Gerberei

Gerberei

Im 19. Jahrhundert gab es in der Gemeinde Beeck zwei Hausgerbereien. Im Gebiet des heutigen Wegberg waren es insgesamt zwölf, verteilt auf die Stadtteile Wegberg-Zentrum, Rath, Beeck, Bischofshütte und Bissen.
Leider gibt es nur wenige überlieferte Informationen zu den Hausgerbereien. 

Traditionell war die Hausgerberei ein bäuerlicher Nebenerwerb.
Manche Bauernfamilien schufen sich mit Hausweberei  (→ Leineweberstraße ein Nebeneinkommen in der kargen Jahreszeit, andere verlegten sich auf die Gerberei. Im Winterhalbjahr fand das Vieh wenig Weidefutter, es wurde mehr geschlachtet. Damit fielen Tierhäute an, die zum begehrten Leder verarbeitet wurden. Das Leder wurde zur Anfertigung von Schuhsohlen, Schnüren, Antriebsriemen, Satteln, Gürteln, Taschen und Kleidung verwendet. Gerben ist notwendig, damit die Tierhaut biegsam und gleichzeitig reißfest wird.
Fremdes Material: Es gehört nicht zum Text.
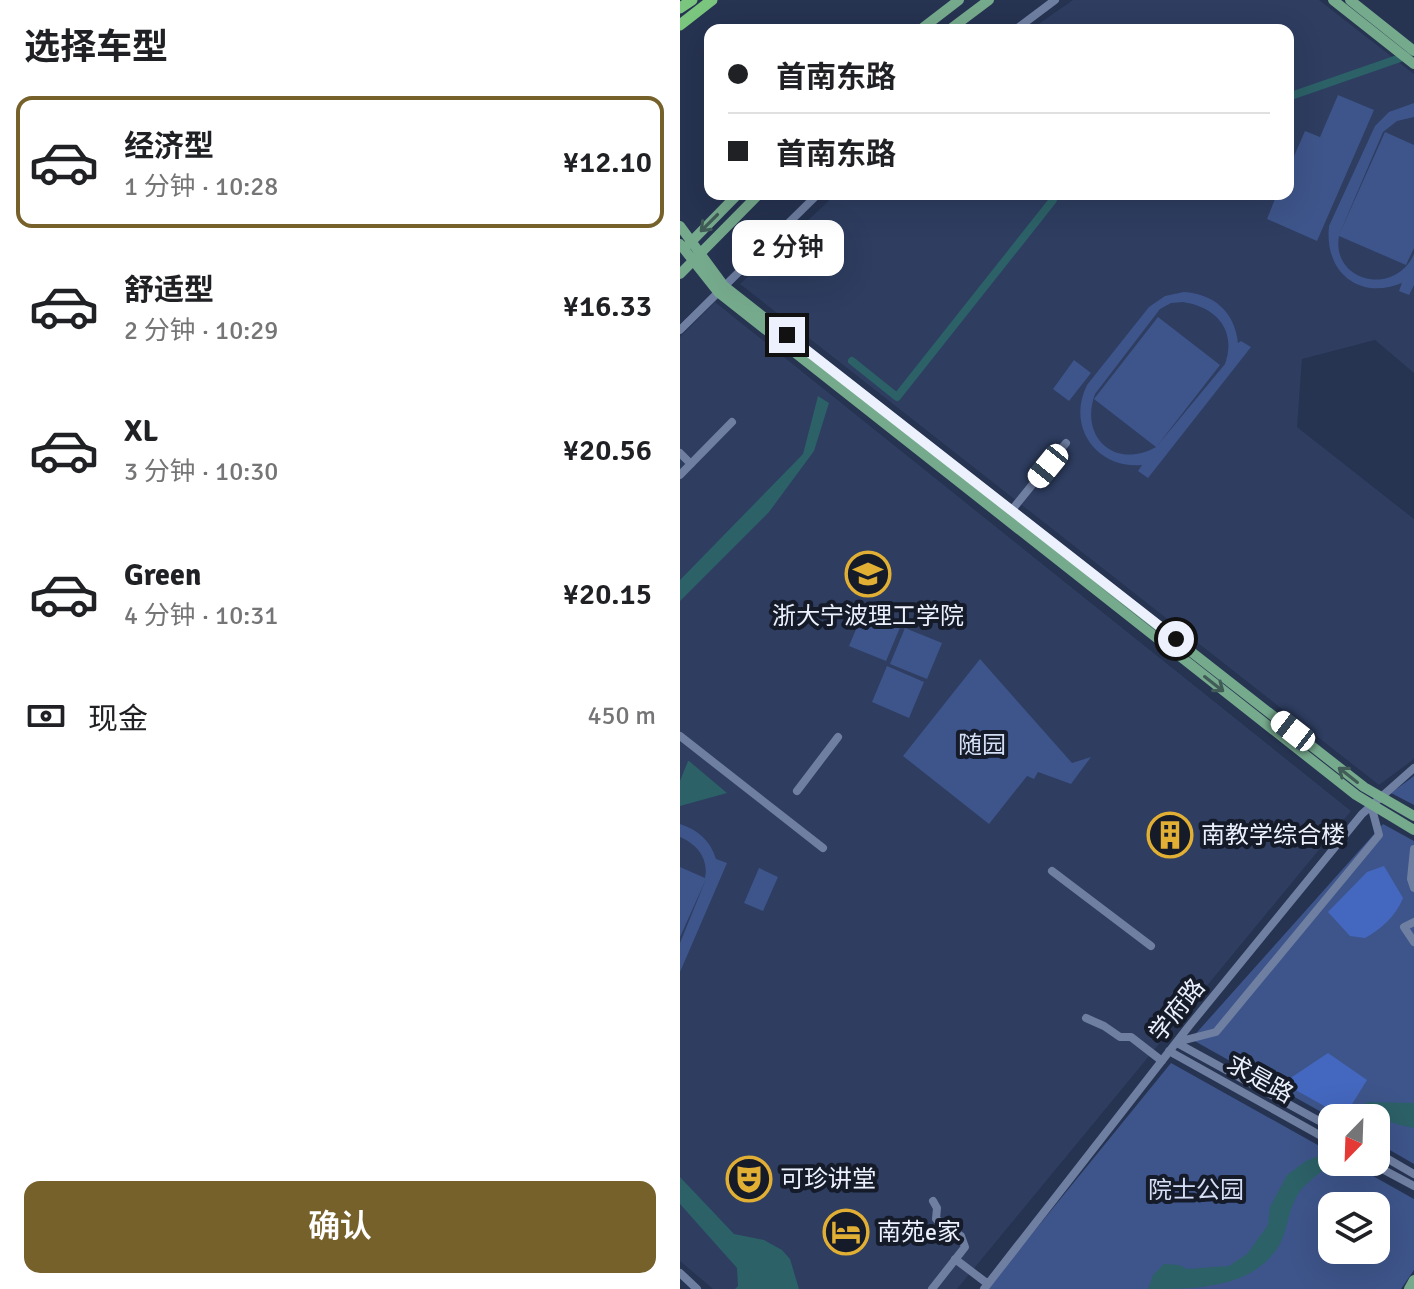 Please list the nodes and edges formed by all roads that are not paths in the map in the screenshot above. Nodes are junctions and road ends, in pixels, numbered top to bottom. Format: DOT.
graph roads {
  1 [pos="692,0"];
  2 [pos="712,0"];
  3 [pos="959,0"];
  4 [pos="989,0"];
  5 [pos="1055,0"];
  6 [pos="1333,0"];
  7 [pos="1350,0"];
  8 [pos="680,8"];
  9 [pos="928,24"];
  10 [pos="957,24"];
  11 [pos="1023,24"];
  12 [pos="680,25"];
  13 [pos="1399,46"];
  14 [pos="1414,51"];
  15 [pos="1414,64"];
  16 [pos="732,200"];
  17 [pos="753,200"];
  18 [pos="812,200"];
  19 [pos="680,226"];
  20 [pos="684,246"];
  21 [pos="696,257"];
  22 [pos="680,274"];
  23 [pos="721,289"];
  24 [pos="680,330"];
  25 [pos="732,422"];
  26 [pos="1066,443"];
  27 [pos="680,453"];
  28 [pos="691,464"];
  29 [pos="680,475"];
  30 [pos="1011,511"];
  31 [pos="680,736"];
  32 [pos="838,737"];
  33 [pos="1414,768"];
  34 [pos="797,791"];
  35 [pos="1376,801"];
  36 [pos="1414,816"];
  37 [pos="1414,830"];
  38 [pos="823,848"];
  39 [pos="1414,849"];
  40 [pos="1052,871"];
  41 [pos="1414,888"];
  42 [pos="1414,922"];
  43 [pos="1414,942"];
  44 [pos="1151,946"];
  45 [pos="1086,1018"];
  46 [pos="1176,1042"];
  47 [pos="1169,1051"];
  48 [pos="1162,1061"];
  49 [pos="1318,1121"];
  50 [pos="1318,1134"];
  51 [pos="1390,1160"];
  52 [pos="1390,1173"];
  53 [pos="1414,1174"];
  54 [pos="1414,1186"];
  55 [pos="933,1201"];
  56 [pos="955,1259"];
  57 [pos="680,1273"];
  58 [pos="1414,1280"];
  59 [pos="986,1286"];
  60 [pos="697,1289"];
  61 [pos="932,1289"];
  62 [pos="1409,1289"];
  1 -- 8 [label="highway"];
  2 -- 12 [label="highway"];
  3 -- 9 [label="main road"];
  4 -- 10 [label="main road"];
  5 -- 11 [label="street"];
  6 -- 13 [label="main road"];
  7 -- 13 [label="main road"];
  13 -- 14 [label="main road"];
  13 -- 15 [label="main road"];
  16 -- 20 [label="main road, one-way"];
  17 -- 21 [label="main road"];
  18 -- 23 [label="street"];
  19 -- 20 [label="main road"];
  20 -- 21 [label="main road"];
  21 -- 22 [label="main road"];
  21 -- 23 [label="main road"];
  23 -- 24 [label="street"];
  23 -- 30 [label="main road"];
  23 -- 35 [label="main road, one-way"];
  25 -- 28 [label="street"];
  26 -- 30 [label="street"];
  27 -- 28 [label="street"];
  28 -- 29 [label="street"];
  35 -- 30 [label="main road, one-way"];
  31 -- 38 [label="street"];
  32 -- 34 [label="street"];
  33 -- 35 [label="street, 学府路"];
  35 -- 36 [label="main road"];
  35 -- 37 [label="main road"];
  35 -- 46 [label="street, 学府路"];
  35 -- 46 [label="street"];
  39 -- 41 [label="street"];
  40 -- 44 [label="street"];
  42 -- 43 [label="street"];
  45 -- 48 [label="street"];
  46 -- 47 [label="street, 学府路"];
  46 -- 49 [label="street, 求是路"];
  47 -- 48 [label="street, 学府路"];
  47 -- 50 [label="street, 求是路"];
  48 -- 59 [label="street, 学府路"];
  51 -- 53 [label="street"];
  52 -- 54 [label="street"];
  55 -- 56 [label="street"];
  56 -- 59 [label="street"];
  56 -- 61 [label="street"];
  57 -- 60 [label="street"];
  58 -- 62 [label="main road"];
} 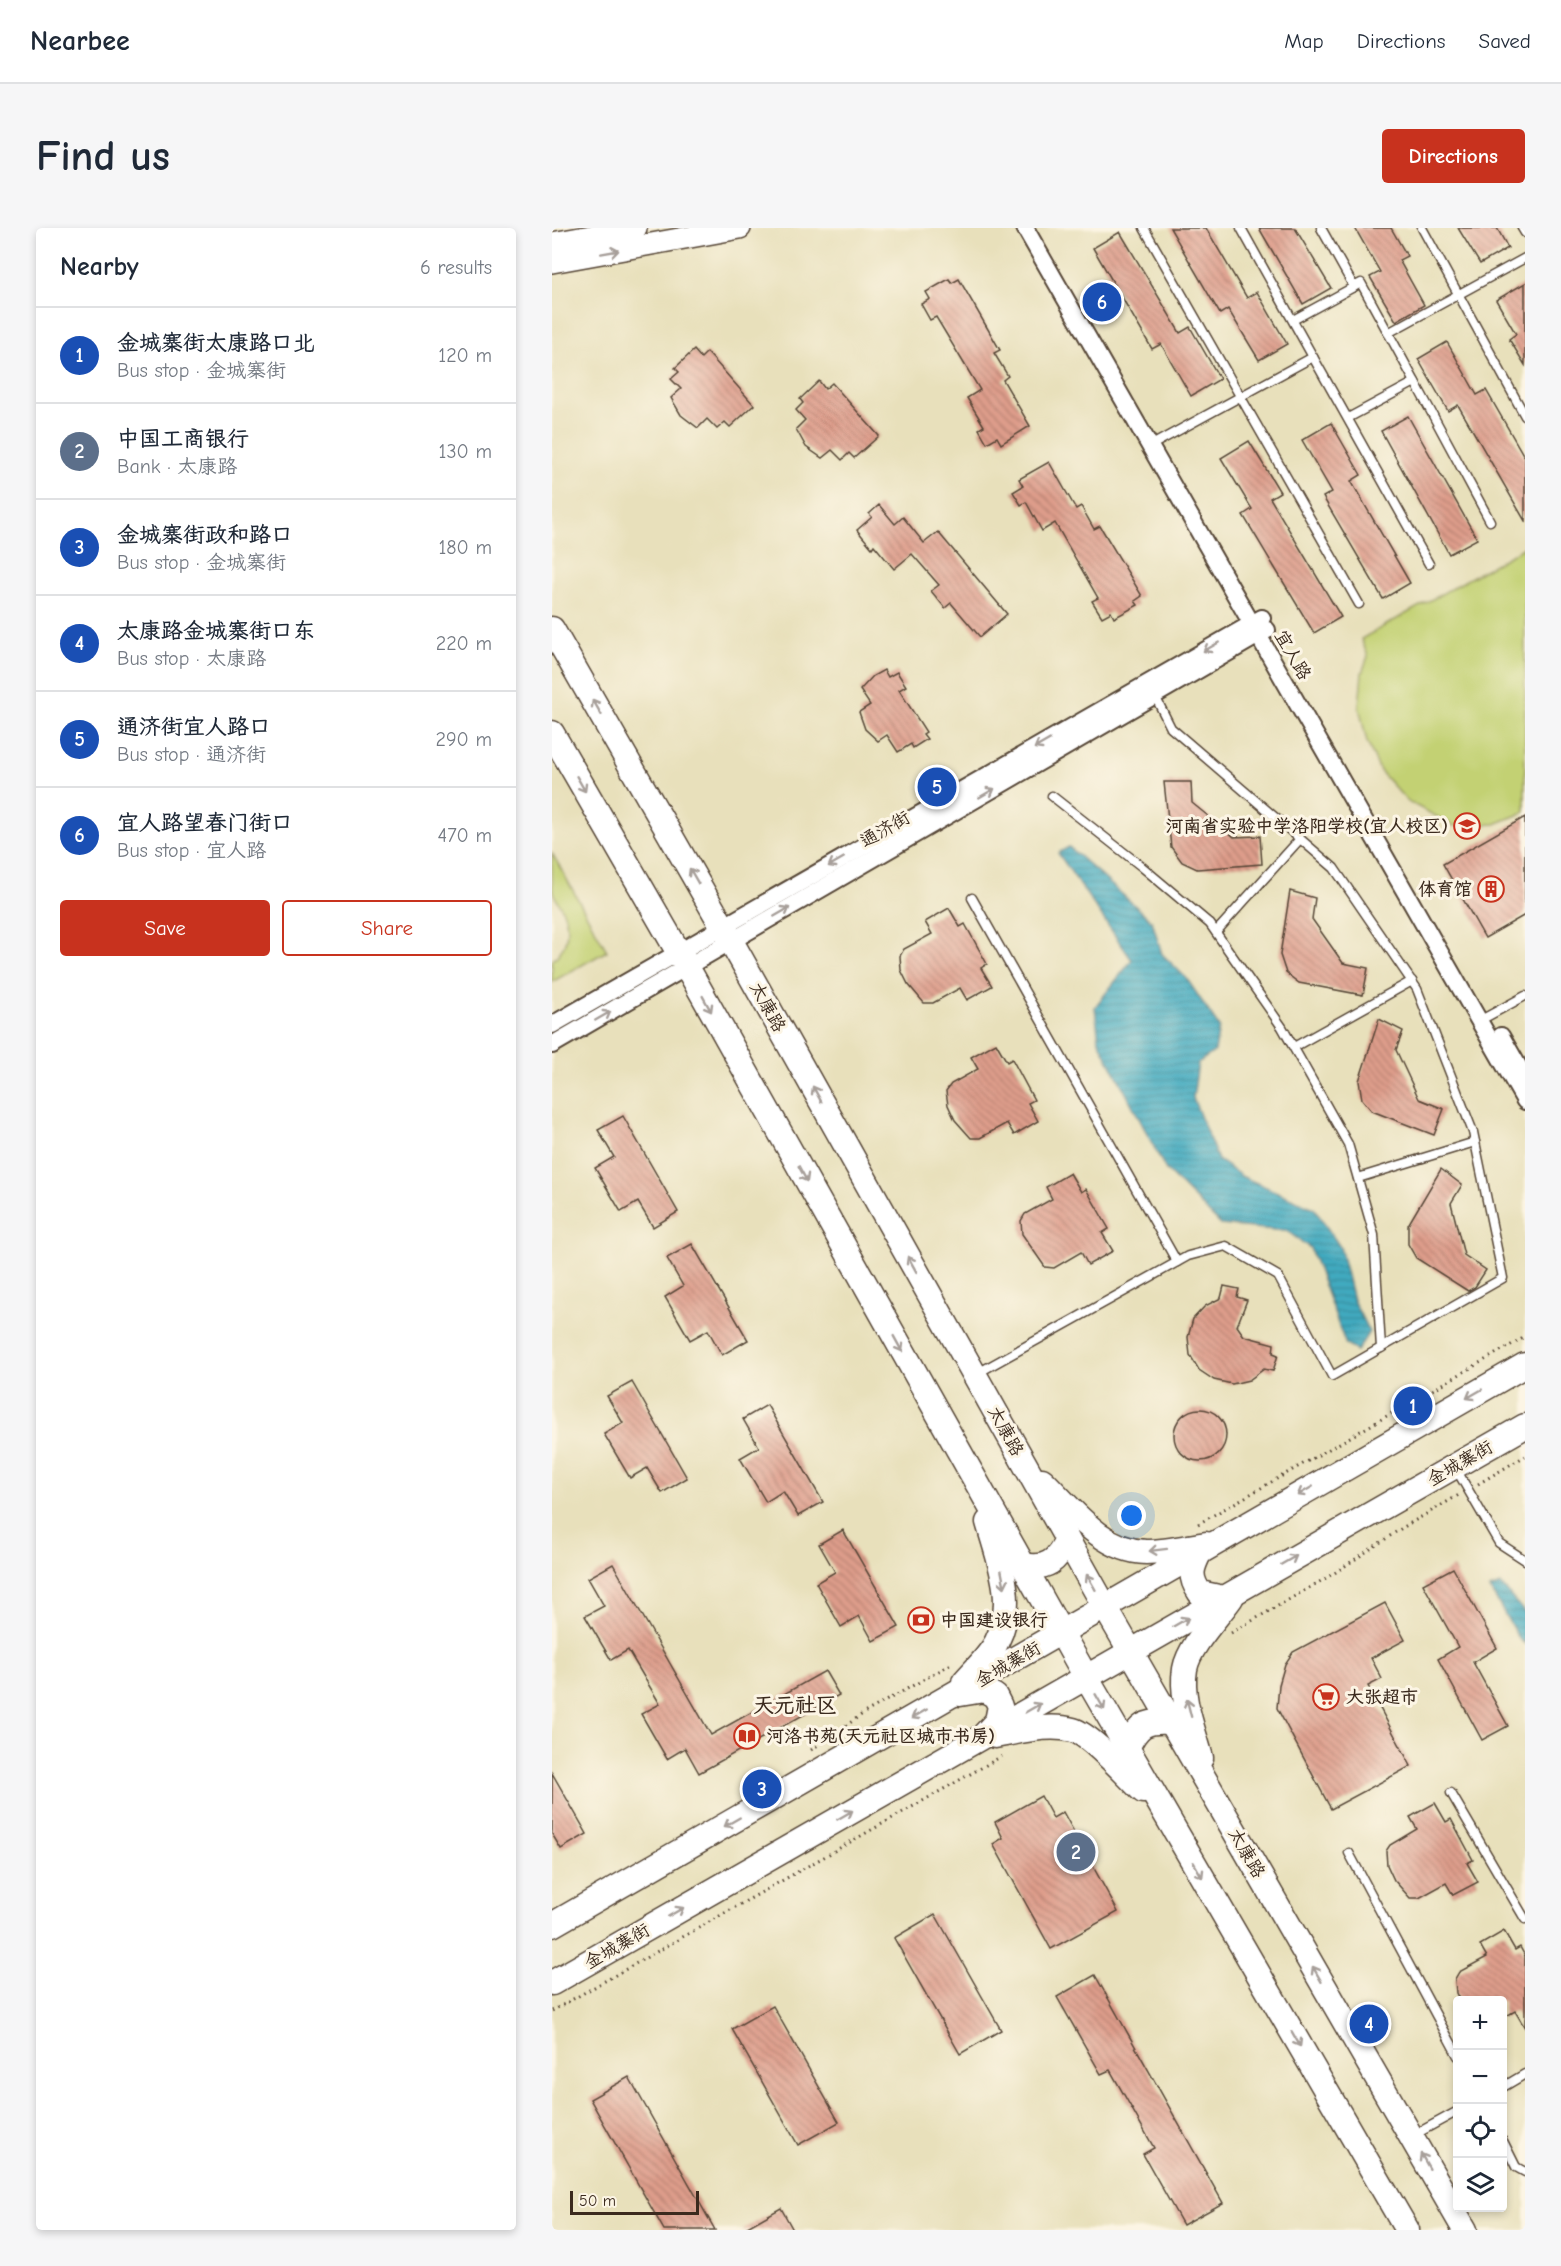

Von den meisten Hausgerbereien gibt es keine Überreste mehr. Die Produktionseinrichtungen waren in Innenhöfen und Nebengebäuden des Bauerhofs oder Mühlengebäudes untergebracht. Sie bestanden aus mehreren Trögen bzw. Becken, die gemauert oder in den Boden eingelassen waren. Darin wurden chargenweise die Tierhäute (Felle) nacheinander mit verschiedenen Gerbmitteln behandelt, gereinigt und am Ende ausgewaschen, bei Bedarf gefärbt und getrocknet. Der Wasserbedarf wurde aus eigenen Brunnen gedeckt. Die flüssigen bis schleimigen Rückstände kamen in eine etwas abseits auf dem Grundstück gelegene Schlinggrube. Der dort nach der Versickerung der Flüssigkeit übrig bleibende Schlamm kam als Dünger auf den Acker. 
Meyers Großes Konversations-Lexikon von 1905 erklärt:  Schling– oder Schwindgruben sind „Gruben ohne Mauerwerk, in denen die Exkremente monate-, selbst jahrelang lagern, sich zersetzen und stinkende Gase entwickeln.“
Wegen der Geruchsbelästigung wurden die Gerbereien meist in Ortsrandlage errichtet.
     (UD)

Den prinzipiellen Aufbau einer Hausgerberei zeigt eine Skizze aus einem Bauantrag aus dem Jahr 1851/52:
Quelle:  Archivmaterial, mit freundlicher Genehmigung von Dietmar Schmitz
Hausgerberei Beeck: Bau-Skizze

Es handelt sich um einen damals schon bestehenden kleinen Bauernhof in Beeck (heute: Prämienstr. 90), der zu dieser Zei vorletztes Gebäude am Ortsausgang von Beeck in Richtung Kipshoven/Moorshoven war. Der Besitzer Frans Peter Heinen wollte das bäuerliche Gebäude um eine Rotgerberei erweitern.
Die Skizze zeigt neben den neu zu errichtenden Gebäuden die Loh-Bottiche (a), die Färbe-Bottiche (b), die ausgemauerte Senk-Grube zum Ablauf des schmutzigen Wassers (c)  und die Kalk-Gruben (d).
Hausgerberei Beeck: Bau-Skizze (Ausschnitt)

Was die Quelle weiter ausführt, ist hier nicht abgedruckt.